Reputation: 183
I'm stuck. I have a pandas dataframe with j columns, each column containing 1000 values, each column represents a day. I have another array of individual values, each corresponding to expected values for each day.
I would like to find out how many values in each column are greater than the value of the previous day.
DF:
D1 D2 D3
5 6 9
10 2 1
3 9 2
Array:
(2, 4, 5)
for column D2, what proportion of values are greater than 2? for column D3, what proportion of values are greater than 4, for column D4 (not shown), what proportion of values are greater than D3, and so on...

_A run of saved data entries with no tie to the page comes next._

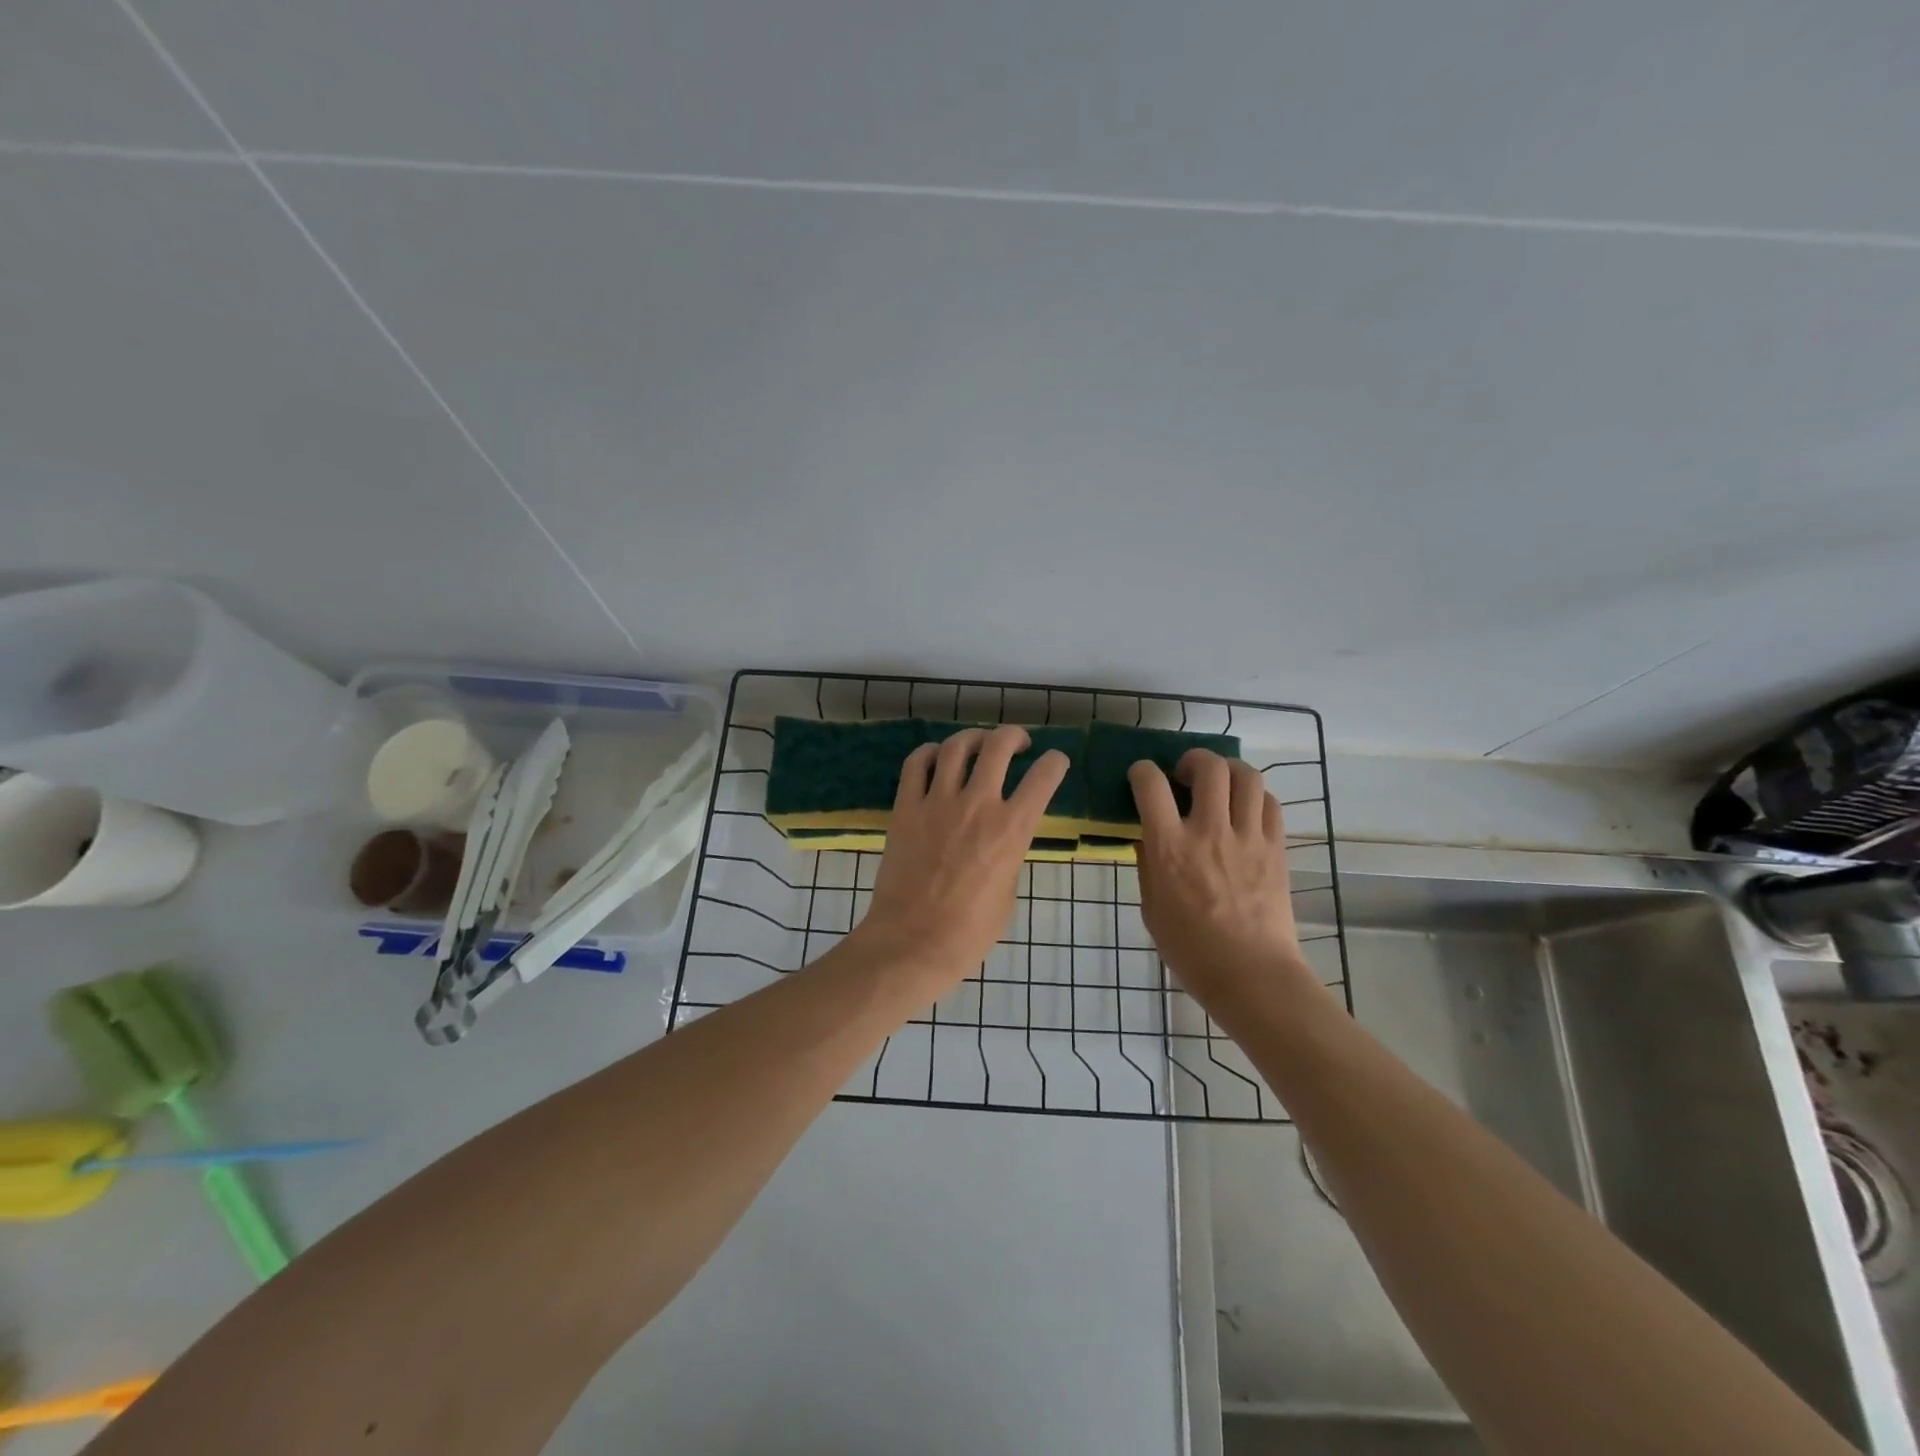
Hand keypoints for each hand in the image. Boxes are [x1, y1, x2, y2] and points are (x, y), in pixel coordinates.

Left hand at [860, 726, 1069, 985]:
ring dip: (974, 738)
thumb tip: (1003, 838)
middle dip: (1015, 736)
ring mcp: (937, 802)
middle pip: (1000, 745)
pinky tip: (937, 757)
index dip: (1056, 762)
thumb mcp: (1008, 892)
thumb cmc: (969, 932)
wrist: (912, 943)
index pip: (1044, 776)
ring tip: (979, 744)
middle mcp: (978, 804)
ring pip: (958, 746)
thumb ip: (1010, 854)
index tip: (1055, 762)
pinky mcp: (906, 808)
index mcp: (1011, 829)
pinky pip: (917, 764)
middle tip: (1018, 743)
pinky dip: (929, 752)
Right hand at [1129, 750, 1317, 1008]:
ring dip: (1228, 769)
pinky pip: (1270, 803)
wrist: (1251, 975)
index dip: (1142, 771)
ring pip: (1246, 776)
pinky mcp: (1276, 848)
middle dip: (1193, 759)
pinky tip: (1245, 809)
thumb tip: (1148, 835)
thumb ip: (1148, 865)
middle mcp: (1209, 831)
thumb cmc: (1190, 949)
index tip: (1141, 777)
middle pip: (1208, 767)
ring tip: (1219, 783)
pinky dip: (1255, 796)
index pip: (1150, 784)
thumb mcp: (1151, 907)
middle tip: (1185, 774)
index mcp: (1170, 847)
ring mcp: (1248, 837)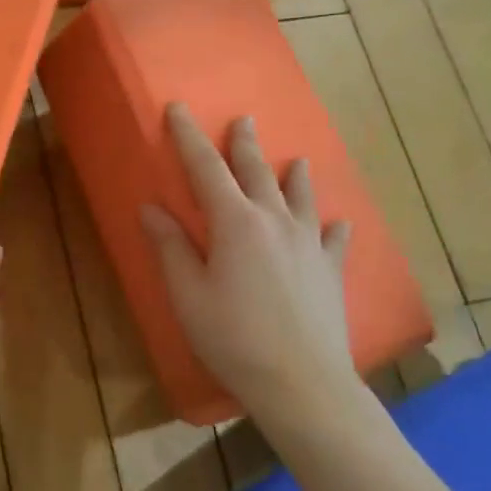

in this case, it would by 66% (2/3) for D2, and then 33% (1/3) for D3.
Any help is appreciated. Thank you!
Upvotes: 1
Views: 814
Reputation: 75150
You can use:
arr = (2, 4, 5)
d = dict(zip(df.drop("D1",1).columns,arr))
pd.Series([df[k].gt(v).sum()/df.shape[0] for k,v in d.items()],index=d.keys())
D2 0.666667
D3 0.333333
dtype: float64
Upvotes: 2
Reputation: 4864
First, you shift the columns:
df1 = df[df.columns[1:]]
Then you shift the array:
ar1 = ar[:-1]
Then you subtract one from the other:
df2 = df1.apply(lambda x: x - ar1, axis=1)
Then you can count negative and positive entries to your heart's content:
Upvotes: 0
Reputation: 197
All you need to do is have a for loop go through each value and see if it larger than that number.
column_num = 2
more_than_expected = 0
values_total = 0
for val in df["D"+column_num]:
if val> arr[column_num-2]:
more_than_expected+=1
values_total+=1
print(more_than_expected/values_total)
Hope that helps
Upvotes: 0